Never before has a major party presidential nominee received this kind of damning denunciation by the nation’s leading law enforcement officer. He has shown her to be cavalier about protecting national security and having consistently lied about it. Under normal circumstances—which is to say, if she was not a former First Lady and secretary of state who is already the Democratic Party’s presumptive nominee—this litany of misconduct and mendacity would rule out the object of such a dressing-down for any consideration for the presidency.
All of which is to say that, as much as they have spent the last 24 hours attacking Comey’s judgment, Republicans should also be acknowledging he has given them a gift that will keep giving until Election Day. The question is, can their nominee avoid stepping on the clear message they wish to convey about Clinton’s unfitness for high office with wild statements, insults, or lies of his own that will balance out any public outrage about the person the Democrats are nominating?
Don’t bet on it.
The Trump campaign did quickly put up a Facebook post that has already gotten over seven million views and should serve as a model for what Republicans should be saying from now on. The most effective GOP ads will be those that contrast Comey’s statements with Clinton’s various disingenuous denials and that is exactly what was done here.
Trump also hit on the right themes in his speech last night, in which he harped on Bill Clinton’s plane hopping on the tarmac to schmooze with Attorney General Loretta Lynch, as well as reminding voters that the treatment accorded Hillary in this case illustrates the notion that the system is rigged.
But Trump is still Trump, and he is as incapable of staying on message as he is of modesty, good manners, or consistent policy positions. A little bit of the robotic repetition of talking points for which Marco Rubio was justly mocked during the primaries would be in order for Trump. But he is too undisciplined and too eager to entertain audiences to do that.
The fact that the lead of most stories about the speech was his praise of Saddam Hussein’s killing of terrorists has surely left the rational actors on his campaign in a state of despair. That Trump’s assessment of Saddam was absurd—since, as our Noah Rothman pointed out earlier, a man who pays bounties to Palestinians who killed Israelis and Jews was not a foe of terrorism—is beside the point. Trump shouldn’t have been talking about anything but Clinton, her lies, her paranoia about transparency, her sense of entitlement, and her attitude toward national security that makes it clear she can’t be trusted with the nation’s secrets. But instead, he was meandering all over the place, reminding us of his own problems.

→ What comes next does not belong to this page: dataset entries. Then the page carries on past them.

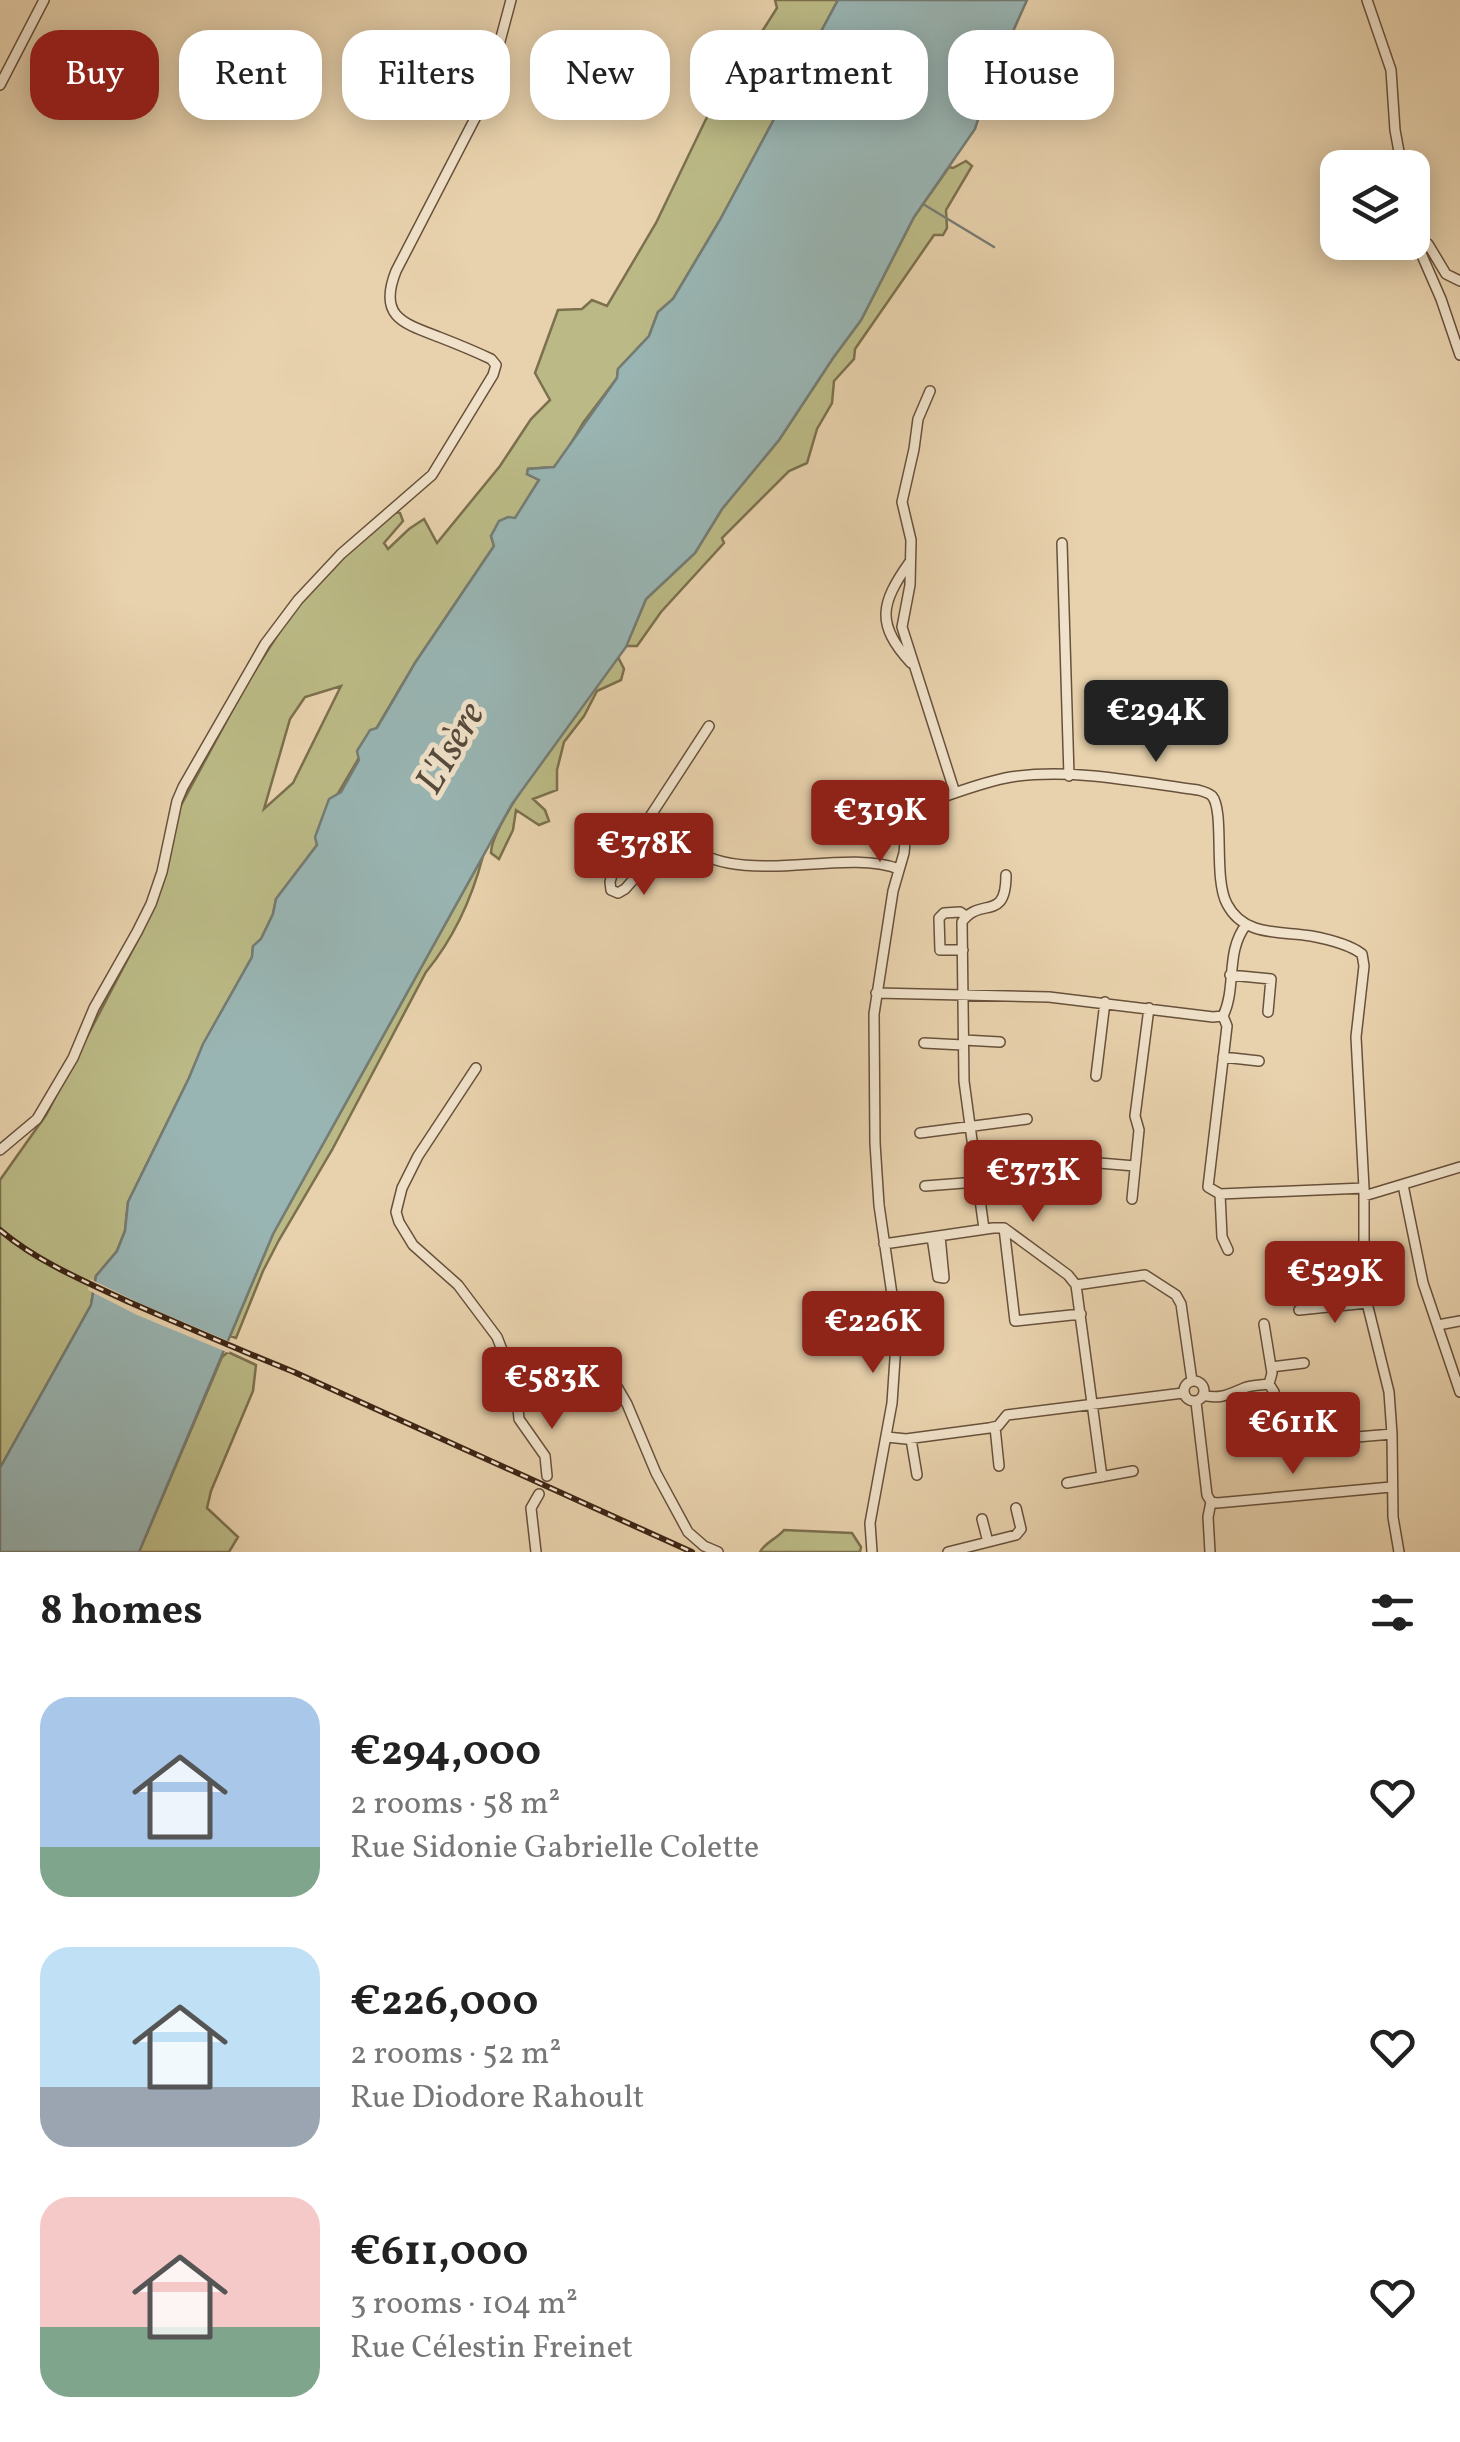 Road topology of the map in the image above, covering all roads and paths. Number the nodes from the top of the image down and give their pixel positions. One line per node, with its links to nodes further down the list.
1 (44, 0): 4 (street)
2 (511, 0): 39 (street)
3 (1368, 0): 5 (street)
4 (0, 85)
5 (1399, 150)
6 (1430, 247): 8 (street)
7 (1424, 260): 9 (street)
8 (1460, 281)
9 (1460, 355)
10 (930, 391): 12 (street)
11 (1062, 543): 15 (street)
12 (911, 560): 13 (street); 13 (street)
13 (916, 667): 16 (street)
14 (709, 726): 17 (street)
15 (1069, 776): 16 (street); 20 (street)
16 (954, 794): 17 (street)
17 (899, 869): 23 (street)
18 (1006, 875): 19 (street)
19 (966, 916): 21 (street); 21 (street)
20 (1246, 925): 22 (street); 47 (street)
21 (963, 950): 24 (street)
22 (1230, 975): 27 (street); 28 (street)
23 (876, 993): 24 (street); 52 (street)
24 (964, 996): 25 (street); 31 (street)
25 (1105, 1002): 26 (street); 35 (street)
26 (1150, 1008): 28 (street); 41 (street)
27 (1268, 1012)
28 (1223, 1016): 32 (street)
29 (924, 1042): 31 (street)
30 (1000, 1042): 31 (street)
31 (964, 1043): 37 (street)
32 (1223, 1058): 33 (street); 48 (street)
33 (1259, 1061)
34 (476, 1068): 65 (street)
35 (1096, 1076)
36 (1028, 1119): 37 (street)
37 (969, 1126): 38 (street); 44 (street)
38 (920, 1133)
39 (0, 1150)
40 (1098, 1163): 41 (street)
41 (1135, 1166): 49 (street)
42 (1460, 1168): 45 (street)
43 (1028, 1170): 44 (street)
44 (976, 1180): 46 (street); 51 (street)
45 (1403, 1185): 47 (street); 60 (street)
46 (925, 1186)
47 (1364, 1192): 48 (street); 55 (street)
48 (1220, 1194): 53 (street)
49 (1132, 1199)
50 (1004, 1228): 51 (street); 54 (street); 57 (street)
51 (984, 1229): 52 (street)
52 (884, 1244): 72 (street)
53 (1228, 1250)
54 (1076, 1285): 57 (street); 63 (street)
55 (1367, 1303): 56 (street); 71 (street)
56 (1299, 1310)
57 (1081, 1314): 69 (street)
58 (1460, 1322): 60 (street)
59 (1264, 1324): 62 (street)
60 (1438, 1326): 66 (street)
61 (1304, 1363): 62 (street)
62 (1271, 1368): 64 (street)
63 (1192, 1381): 67 (street); 68 (street)
64 (1270, 1384): 68 (street); 71 (street)
65 (516, 1386): 77 (street); 87 (street)
66 (1460, 1392)
67 (1183, 1393): 68 (street); 69 (street)
68 (1200, 1399): 82 (street)
69 (1092, 1404): 70 (street); 78 (street)
70 (994, 1427): 73 (street); 74 (street)
71 (1392, 1434): 80 (street)
72 (887, 1437): 73 (street); 88 (street)
73 (911, 1438): 76 (street)
74 (999, 1466)
75 (1133, 1471): 78 (street)
76 (917, 1475)
77 (546, 1476)
78 (1102, 1476): 79 (street)
79 (1067, 1483)
80 (1392, 1487): 82 (street); 91 (street)
81 (539, 1494): 86 (street)
82 (1211, 1502): 90 (street)
83 (1016, 1508): 85 (street)
84 (982, 1520): 85 (street)
85 (984, 1546): 89 (street)
86 (536, 1552)
87 (718, 1552)
88 (872, 1552)
89 (948, 1552)
90 (1210, 1552)
91 (1399, 1552)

Every time Trump opens his mouth it’s a reminder to independents, mainstream Republicans, and everyone else there are good arguments to be made that the only viable alternative to Clinton is just as, if not more, flawed than she. We’ve never before had a presidential election with two such unpopular and distrusted major party nominees. Both ought to be unelectable. But one of them is going to win, so the question is which of them can be portrayed as even more unsuited for high office than the other. Until now, that was clearly Trump. But Comey’s statement has objectively complicated that.
To the extent that they can, if they are actually serious about winning this election, Trump campaign officials need to realize that their only hope is to get him to shut up and let Clinton hang herself. If even after yesterday, Clinton must still be seen as something of a favorite, it is because, unfortunately for Republicans, that is the ultimate mission impossible.